PROBLEM DESCRIPTION:
Exclude the images, then return every line below exactly as written.

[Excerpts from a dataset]
──────────────────────────────
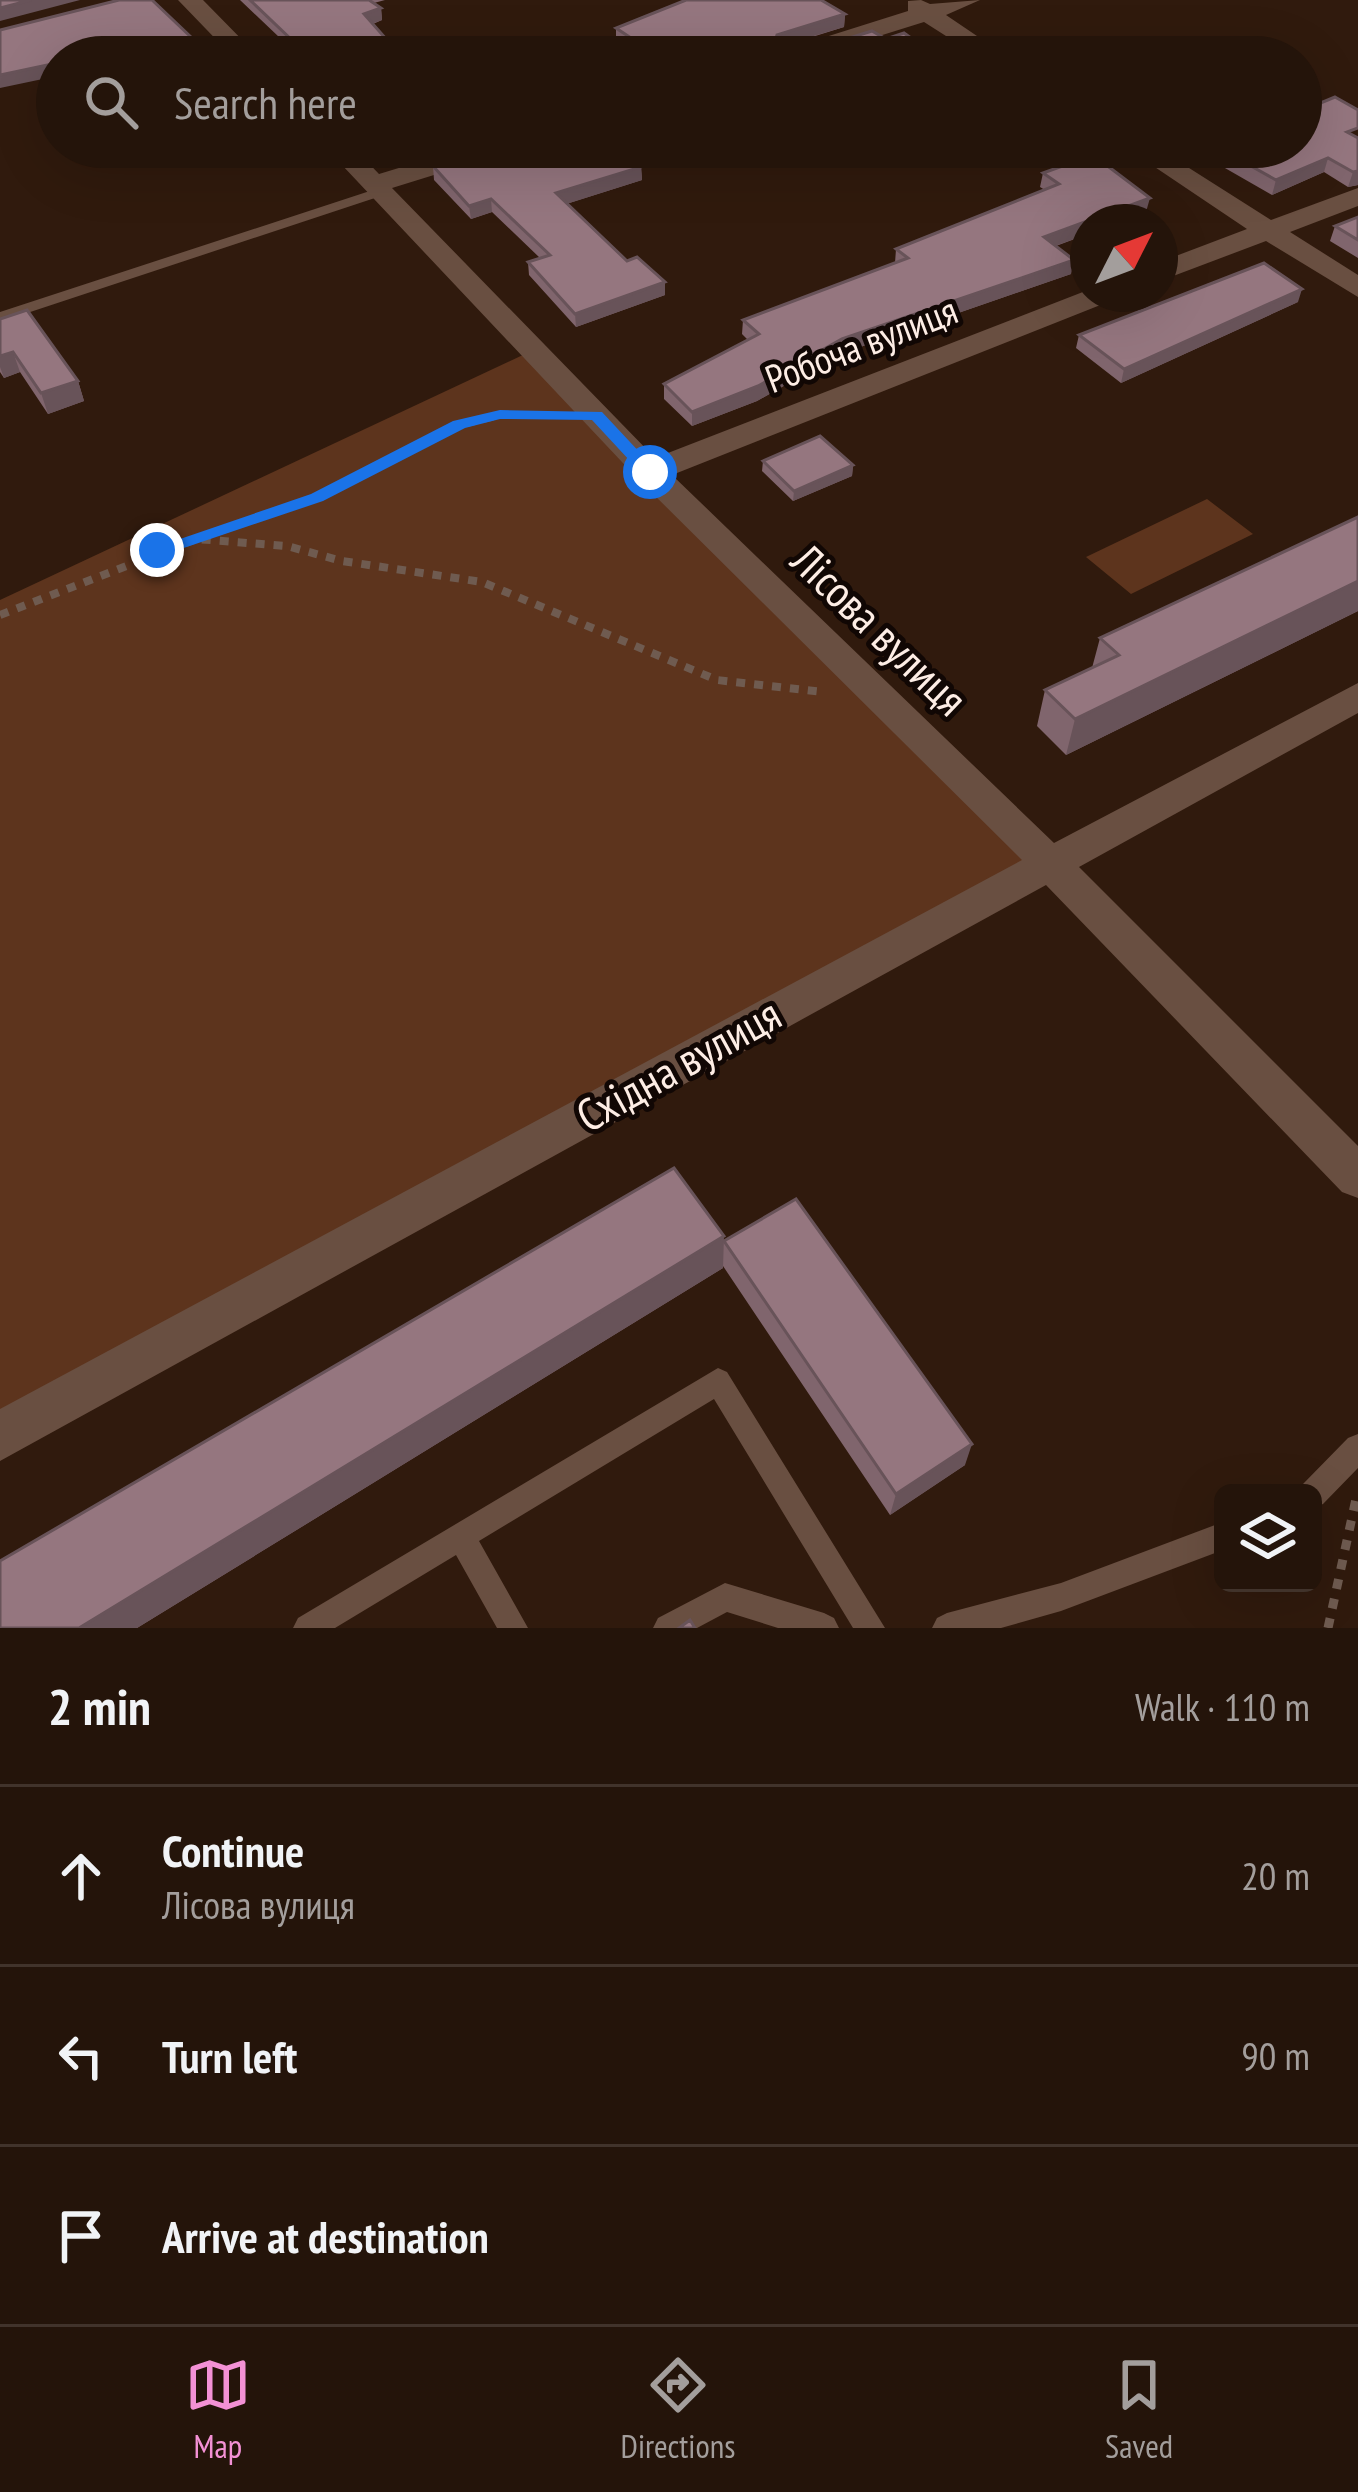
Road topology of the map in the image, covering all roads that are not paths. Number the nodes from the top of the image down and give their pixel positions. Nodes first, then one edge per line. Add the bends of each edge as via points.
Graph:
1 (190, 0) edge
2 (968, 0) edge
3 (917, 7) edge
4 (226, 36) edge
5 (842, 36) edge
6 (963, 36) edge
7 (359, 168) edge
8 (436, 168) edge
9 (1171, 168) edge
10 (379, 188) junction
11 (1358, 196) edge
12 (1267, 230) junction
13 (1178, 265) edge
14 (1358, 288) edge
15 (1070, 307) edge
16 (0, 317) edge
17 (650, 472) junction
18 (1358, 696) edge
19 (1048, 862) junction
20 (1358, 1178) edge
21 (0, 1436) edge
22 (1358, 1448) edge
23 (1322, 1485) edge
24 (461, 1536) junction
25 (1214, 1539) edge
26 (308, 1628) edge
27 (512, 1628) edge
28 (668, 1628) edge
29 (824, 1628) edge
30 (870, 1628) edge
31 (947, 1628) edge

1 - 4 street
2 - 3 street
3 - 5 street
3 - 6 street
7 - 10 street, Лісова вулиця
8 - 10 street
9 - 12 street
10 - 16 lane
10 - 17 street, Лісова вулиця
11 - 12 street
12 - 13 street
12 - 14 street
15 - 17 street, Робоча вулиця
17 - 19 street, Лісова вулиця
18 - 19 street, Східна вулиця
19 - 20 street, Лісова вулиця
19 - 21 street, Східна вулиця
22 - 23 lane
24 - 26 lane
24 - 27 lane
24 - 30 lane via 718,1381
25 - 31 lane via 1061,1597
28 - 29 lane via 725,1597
──────────────────────────────
ANSWER TO THIS EXERCISE:
Road topology of the map in the image, covering all roads that are not paths. Number the nodes from the top of the image down and give their pixel positions. Nodes first, then one edge per line. Add the bends of each edge as via points.
Graph:
1 (190, 0) edge
2 (968, 0) edge
3 (917, 7) edge
4 (226, 36) edge
5 (842, 36) edge
6 (963, 36) edge
7 (359, 168) edge
8 (436, 168) edge
9 (1171, 168) edge
10 (379, 188) junction
11 (1358, 196) edge
12 (1267, 230) junction
13 (1178, 265) edge
14 (1358, 288) edge
15 (1070, 307) edge
16 (0, 317) edge
17 (650, 472) junction
18 (1358, 696) edge
19 (1048, 862) junction
20 (1358, 1178) edge
21 (0, 1436) edge
22 (1358, 1448) edge
23 (1322, 1485) edge
24 (461, 1536) junction
25 (1214, 1539) edge
26 (308, 1628) edge
27 (512, 1628) edge
28 (668, 1628) edge
29 (824, 1628) edge
30 (870, 1628) edge
31 (947, 1628) edge

1 - 4 street
2 - 3 street
3 - 5 street
3 - 6 street
7 - 10 street, Лісова вулиця
8 - 10 street
9 - 12 street
10 - 16 lane
10 - 17 street, Лісова вулиця
11 - 12 street
12 - 13 street
12 - 14 street
15 - 17 street, Робоча вулиця
17 - 19 street, Лісова вулиця
18 - 19 street, Східна вулиця
19 - 20 street, Лісова вулиця
19 - 21 street, Східна вулиця
22 - 23 lane
24 - 26 lane
24 - 27 lane
24 - 30 lane via 718,1381
25 - 31 lane via 1061,1597
28 - 29 lane via 725,1597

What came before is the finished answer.